Edited to add: It's a Lenovo model G50-45 laptop.


----------



## astyle (Jun 12, 2021)

Vull, I think you're lucky to not get coredumps from running clpeak and clinfo.  Mine are 1.7 GB from clpeak, and 600MB from clinfo. AMD may have the hype, true, but it also has some numbers published that are frankly a baseline for brand-new cards. If the card in your possession is putting up much worse numbers than what's published by AMD, it may well be a sign that the card is dying, and needs to be replaced. My numbers happened to be in line with the AMD-published baseline. Are yours?
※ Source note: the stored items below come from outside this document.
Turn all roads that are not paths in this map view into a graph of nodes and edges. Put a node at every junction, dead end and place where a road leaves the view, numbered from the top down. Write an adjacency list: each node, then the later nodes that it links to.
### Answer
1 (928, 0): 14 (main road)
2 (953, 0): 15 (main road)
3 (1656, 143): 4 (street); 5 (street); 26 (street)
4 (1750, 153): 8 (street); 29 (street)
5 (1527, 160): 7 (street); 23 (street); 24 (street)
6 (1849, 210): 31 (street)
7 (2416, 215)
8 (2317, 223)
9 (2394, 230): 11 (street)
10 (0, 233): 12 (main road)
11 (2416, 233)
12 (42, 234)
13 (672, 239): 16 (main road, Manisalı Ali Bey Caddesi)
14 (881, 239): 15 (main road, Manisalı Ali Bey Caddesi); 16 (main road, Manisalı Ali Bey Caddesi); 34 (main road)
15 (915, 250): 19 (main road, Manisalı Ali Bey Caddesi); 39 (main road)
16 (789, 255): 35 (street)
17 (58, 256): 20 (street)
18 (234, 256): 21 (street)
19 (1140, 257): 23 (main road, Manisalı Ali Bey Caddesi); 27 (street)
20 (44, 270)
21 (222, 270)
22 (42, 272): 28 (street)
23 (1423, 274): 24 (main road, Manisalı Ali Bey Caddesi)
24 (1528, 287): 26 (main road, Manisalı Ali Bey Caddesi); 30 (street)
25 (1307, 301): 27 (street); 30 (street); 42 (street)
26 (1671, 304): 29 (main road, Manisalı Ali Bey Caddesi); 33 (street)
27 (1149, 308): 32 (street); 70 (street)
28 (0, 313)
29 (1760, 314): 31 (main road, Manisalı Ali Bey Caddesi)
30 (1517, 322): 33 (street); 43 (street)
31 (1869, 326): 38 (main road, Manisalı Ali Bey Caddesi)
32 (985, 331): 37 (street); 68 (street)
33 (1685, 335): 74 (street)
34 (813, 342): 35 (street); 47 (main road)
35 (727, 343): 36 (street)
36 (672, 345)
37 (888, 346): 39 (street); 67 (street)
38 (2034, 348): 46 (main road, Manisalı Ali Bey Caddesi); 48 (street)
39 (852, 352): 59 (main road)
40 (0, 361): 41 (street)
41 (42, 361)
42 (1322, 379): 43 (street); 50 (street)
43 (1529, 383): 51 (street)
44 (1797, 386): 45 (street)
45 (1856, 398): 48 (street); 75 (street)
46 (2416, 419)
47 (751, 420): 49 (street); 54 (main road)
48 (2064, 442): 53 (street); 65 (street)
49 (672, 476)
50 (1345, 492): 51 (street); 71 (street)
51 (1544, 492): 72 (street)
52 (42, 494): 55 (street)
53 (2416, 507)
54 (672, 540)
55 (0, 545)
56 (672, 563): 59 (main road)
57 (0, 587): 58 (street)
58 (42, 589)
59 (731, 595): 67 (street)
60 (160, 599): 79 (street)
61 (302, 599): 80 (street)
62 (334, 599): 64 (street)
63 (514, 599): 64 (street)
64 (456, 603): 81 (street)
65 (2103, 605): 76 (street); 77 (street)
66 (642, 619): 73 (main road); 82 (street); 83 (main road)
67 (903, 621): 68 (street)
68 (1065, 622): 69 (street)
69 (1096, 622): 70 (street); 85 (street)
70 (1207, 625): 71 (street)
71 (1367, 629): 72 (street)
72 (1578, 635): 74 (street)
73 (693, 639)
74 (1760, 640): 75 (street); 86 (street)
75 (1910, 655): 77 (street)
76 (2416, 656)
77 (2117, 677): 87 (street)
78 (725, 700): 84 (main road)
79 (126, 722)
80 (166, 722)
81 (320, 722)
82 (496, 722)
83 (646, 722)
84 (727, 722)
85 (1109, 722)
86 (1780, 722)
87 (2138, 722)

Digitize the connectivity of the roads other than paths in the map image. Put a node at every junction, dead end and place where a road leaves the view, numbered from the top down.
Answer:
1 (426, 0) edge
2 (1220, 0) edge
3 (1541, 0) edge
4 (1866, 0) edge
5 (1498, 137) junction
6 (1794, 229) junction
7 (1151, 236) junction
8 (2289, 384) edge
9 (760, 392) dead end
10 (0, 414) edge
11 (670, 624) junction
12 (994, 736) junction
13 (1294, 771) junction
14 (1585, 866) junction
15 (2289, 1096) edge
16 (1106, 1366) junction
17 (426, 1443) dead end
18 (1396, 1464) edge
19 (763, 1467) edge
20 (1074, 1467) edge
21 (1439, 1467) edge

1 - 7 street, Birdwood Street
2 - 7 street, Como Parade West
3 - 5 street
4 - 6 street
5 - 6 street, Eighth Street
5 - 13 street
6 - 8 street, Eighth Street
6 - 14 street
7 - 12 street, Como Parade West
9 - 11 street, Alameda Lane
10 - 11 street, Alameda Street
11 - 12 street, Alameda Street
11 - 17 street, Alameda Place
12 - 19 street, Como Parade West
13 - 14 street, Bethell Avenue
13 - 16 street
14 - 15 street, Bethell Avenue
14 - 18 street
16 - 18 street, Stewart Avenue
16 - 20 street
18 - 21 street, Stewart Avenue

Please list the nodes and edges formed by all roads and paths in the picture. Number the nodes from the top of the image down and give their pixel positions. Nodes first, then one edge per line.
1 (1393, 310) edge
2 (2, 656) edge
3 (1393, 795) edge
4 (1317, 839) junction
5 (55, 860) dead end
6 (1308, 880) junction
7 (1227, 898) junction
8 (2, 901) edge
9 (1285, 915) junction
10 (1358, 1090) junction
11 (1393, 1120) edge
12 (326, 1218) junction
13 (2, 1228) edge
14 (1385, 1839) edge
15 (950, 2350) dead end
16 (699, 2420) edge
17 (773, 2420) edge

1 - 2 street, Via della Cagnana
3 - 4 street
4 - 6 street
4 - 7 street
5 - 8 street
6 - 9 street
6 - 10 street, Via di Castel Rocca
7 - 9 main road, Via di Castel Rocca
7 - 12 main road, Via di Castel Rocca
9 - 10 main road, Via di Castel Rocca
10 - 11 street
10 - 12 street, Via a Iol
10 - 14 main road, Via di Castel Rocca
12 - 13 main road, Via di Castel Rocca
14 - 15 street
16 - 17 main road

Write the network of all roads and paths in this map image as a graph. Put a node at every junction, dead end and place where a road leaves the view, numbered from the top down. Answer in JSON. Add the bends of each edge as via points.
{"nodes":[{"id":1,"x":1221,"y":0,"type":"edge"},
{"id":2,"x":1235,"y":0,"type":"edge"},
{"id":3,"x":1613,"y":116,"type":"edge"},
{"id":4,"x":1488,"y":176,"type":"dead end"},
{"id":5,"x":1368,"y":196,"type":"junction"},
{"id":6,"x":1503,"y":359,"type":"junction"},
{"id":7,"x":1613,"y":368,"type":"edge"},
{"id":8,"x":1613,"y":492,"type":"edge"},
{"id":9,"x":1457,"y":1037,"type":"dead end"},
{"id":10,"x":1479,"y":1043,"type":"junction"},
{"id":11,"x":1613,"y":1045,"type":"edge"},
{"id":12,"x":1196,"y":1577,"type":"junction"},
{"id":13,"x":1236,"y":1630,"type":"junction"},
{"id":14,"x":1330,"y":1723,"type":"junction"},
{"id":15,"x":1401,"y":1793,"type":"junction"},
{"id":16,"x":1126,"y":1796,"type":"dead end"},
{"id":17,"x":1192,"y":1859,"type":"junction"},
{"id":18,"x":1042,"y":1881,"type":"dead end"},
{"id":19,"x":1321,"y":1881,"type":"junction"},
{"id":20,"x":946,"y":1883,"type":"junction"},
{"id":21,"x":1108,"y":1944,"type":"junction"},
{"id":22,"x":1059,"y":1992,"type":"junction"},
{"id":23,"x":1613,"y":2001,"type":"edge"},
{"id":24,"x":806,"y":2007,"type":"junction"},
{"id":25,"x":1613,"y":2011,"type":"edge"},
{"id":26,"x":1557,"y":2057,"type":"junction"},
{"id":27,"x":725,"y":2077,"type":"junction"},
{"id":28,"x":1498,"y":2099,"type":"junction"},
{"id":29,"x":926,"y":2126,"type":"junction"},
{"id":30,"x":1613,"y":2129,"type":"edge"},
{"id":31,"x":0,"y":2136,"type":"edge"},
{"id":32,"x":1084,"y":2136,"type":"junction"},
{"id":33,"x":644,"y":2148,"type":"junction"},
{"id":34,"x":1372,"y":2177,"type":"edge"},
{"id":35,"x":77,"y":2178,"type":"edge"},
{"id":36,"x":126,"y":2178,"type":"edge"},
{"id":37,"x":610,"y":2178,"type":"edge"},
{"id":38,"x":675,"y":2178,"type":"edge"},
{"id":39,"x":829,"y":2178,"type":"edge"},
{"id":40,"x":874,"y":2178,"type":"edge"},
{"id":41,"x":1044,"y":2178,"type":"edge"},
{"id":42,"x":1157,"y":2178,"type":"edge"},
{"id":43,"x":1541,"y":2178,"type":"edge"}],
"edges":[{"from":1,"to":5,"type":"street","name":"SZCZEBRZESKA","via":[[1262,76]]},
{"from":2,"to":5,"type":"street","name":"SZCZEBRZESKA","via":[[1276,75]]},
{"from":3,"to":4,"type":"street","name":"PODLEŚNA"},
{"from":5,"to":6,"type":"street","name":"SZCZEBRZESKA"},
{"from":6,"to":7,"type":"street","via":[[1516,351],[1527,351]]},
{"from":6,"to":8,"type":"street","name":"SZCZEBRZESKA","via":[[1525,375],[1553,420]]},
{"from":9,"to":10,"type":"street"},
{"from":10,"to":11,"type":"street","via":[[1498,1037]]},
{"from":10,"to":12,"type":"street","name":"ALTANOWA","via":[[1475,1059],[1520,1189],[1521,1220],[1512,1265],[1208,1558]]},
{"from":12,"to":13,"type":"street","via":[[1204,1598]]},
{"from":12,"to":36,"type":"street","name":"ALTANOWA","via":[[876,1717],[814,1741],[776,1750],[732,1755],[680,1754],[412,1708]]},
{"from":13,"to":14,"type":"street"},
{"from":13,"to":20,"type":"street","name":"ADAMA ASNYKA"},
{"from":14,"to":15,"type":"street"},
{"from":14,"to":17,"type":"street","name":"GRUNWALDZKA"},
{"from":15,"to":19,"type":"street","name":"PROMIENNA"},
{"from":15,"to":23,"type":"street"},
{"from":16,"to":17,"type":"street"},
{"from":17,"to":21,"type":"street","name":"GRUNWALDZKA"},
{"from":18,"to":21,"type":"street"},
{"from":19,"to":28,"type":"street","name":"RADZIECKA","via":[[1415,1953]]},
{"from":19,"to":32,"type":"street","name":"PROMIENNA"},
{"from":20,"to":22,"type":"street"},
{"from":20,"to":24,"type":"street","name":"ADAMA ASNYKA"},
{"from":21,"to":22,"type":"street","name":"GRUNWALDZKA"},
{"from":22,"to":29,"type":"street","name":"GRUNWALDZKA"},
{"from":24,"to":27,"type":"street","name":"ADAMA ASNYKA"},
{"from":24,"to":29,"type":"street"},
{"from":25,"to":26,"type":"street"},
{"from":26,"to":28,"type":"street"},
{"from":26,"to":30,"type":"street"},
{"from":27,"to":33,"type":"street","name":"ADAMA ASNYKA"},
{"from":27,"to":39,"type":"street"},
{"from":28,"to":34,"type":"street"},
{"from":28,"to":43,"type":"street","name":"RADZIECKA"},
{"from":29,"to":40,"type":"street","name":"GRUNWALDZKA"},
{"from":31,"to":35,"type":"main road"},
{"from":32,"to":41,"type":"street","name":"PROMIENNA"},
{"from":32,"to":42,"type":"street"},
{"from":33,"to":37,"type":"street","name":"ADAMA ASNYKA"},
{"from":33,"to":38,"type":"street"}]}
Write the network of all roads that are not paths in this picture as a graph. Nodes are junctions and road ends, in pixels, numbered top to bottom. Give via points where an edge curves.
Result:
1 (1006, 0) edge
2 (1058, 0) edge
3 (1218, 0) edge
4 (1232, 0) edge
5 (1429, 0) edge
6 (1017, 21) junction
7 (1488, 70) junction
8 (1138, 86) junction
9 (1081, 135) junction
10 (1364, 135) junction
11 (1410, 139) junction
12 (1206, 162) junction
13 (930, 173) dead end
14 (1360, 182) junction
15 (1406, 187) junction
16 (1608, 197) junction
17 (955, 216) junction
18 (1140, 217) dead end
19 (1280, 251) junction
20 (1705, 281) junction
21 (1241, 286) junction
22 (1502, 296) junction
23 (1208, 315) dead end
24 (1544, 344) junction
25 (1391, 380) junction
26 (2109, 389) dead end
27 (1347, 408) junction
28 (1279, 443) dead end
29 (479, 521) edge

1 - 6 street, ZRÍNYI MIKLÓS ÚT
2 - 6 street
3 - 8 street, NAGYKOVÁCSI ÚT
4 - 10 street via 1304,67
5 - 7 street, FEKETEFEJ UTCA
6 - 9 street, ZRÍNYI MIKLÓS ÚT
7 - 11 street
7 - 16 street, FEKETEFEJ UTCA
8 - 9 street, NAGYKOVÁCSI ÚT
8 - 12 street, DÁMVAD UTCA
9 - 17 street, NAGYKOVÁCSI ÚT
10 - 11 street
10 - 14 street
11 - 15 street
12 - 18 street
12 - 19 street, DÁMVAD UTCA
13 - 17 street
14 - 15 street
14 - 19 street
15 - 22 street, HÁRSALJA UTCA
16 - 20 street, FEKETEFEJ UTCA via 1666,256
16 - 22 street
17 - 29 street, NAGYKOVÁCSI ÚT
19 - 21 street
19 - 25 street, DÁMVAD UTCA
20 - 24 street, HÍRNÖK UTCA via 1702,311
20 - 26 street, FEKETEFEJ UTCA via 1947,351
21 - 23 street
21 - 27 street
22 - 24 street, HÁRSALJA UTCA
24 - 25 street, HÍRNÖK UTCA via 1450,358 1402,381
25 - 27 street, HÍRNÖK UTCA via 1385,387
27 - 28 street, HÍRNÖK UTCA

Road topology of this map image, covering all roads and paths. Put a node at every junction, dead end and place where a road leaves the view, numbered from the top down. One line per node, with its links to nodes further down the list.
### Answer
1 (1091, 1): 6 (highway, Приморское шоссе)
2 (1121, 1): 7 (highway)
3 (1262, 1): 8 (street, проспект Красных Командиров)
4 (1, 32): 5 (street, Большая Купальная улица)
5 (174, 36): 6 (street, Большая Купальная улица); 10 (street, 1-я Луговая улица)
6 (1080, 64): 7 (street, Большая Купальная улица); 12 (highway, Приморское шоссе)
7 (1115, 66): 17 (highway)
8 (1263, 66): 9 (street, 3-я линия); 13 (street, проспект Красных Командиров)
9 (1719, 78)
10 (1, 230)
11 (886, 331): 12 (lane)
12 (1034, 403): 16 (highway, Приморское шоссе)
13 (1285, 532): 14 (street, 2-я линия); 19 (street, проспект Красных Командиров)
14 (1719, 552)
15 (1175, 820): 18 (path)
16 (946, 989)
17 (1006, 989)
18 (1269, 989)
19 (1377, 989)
13-RELEASE does a MUCH better job (than earlier versions) at RAM management, so loading all those .ko modules is now a much more tightly run ship.


----------



## Vull (Jun 12, 2021)

astyle said:


> Vull, I think you're lucky to not get coredumps from running clpeak and clinfo.  Mine are 1.7 GB from clpeak, and 600MB from clinfo. AMD may have the hype, true, but it also has some numbers published that are frankly a baseline for brand-new cards. If the card in your possession is putting up much worse numbers than what's published by AMD, it may well be a sign that the card is dying, and needs to be replaced. My numbers happened to be in line with the AMD-published baseline. Are yours?
> 
> 13-RELEASE does a MUCH better job (than earlier versions) at RAM management, so loading all those .ko modules is now a much more tightly run ship.


I don't really understand what it is you want me to compare or where to find the AMD published baseline. I tried searching for "amd baseline AMD A6-6310 APU with AMD Radeon R4 Graphics" but either it didn't get me there or I didn't know how to find it. xD


----------



## grahamperrin@ (Jun 13, 2021)

Vull said:


> … advice to install a bunch more packages, and then reboot: FreeBSD and OpenCL. FreeBSD and OpenCL are the best of both… | by Chris Benesch | Apr, 2021 | Medium …



Thanks!

From the article:



> > … install first (on 13.0): pkg install drm-fbsd13-kmod drm-kmod drm_info libdrm linux-c7-libdrm ocl-icd pocl clinfo …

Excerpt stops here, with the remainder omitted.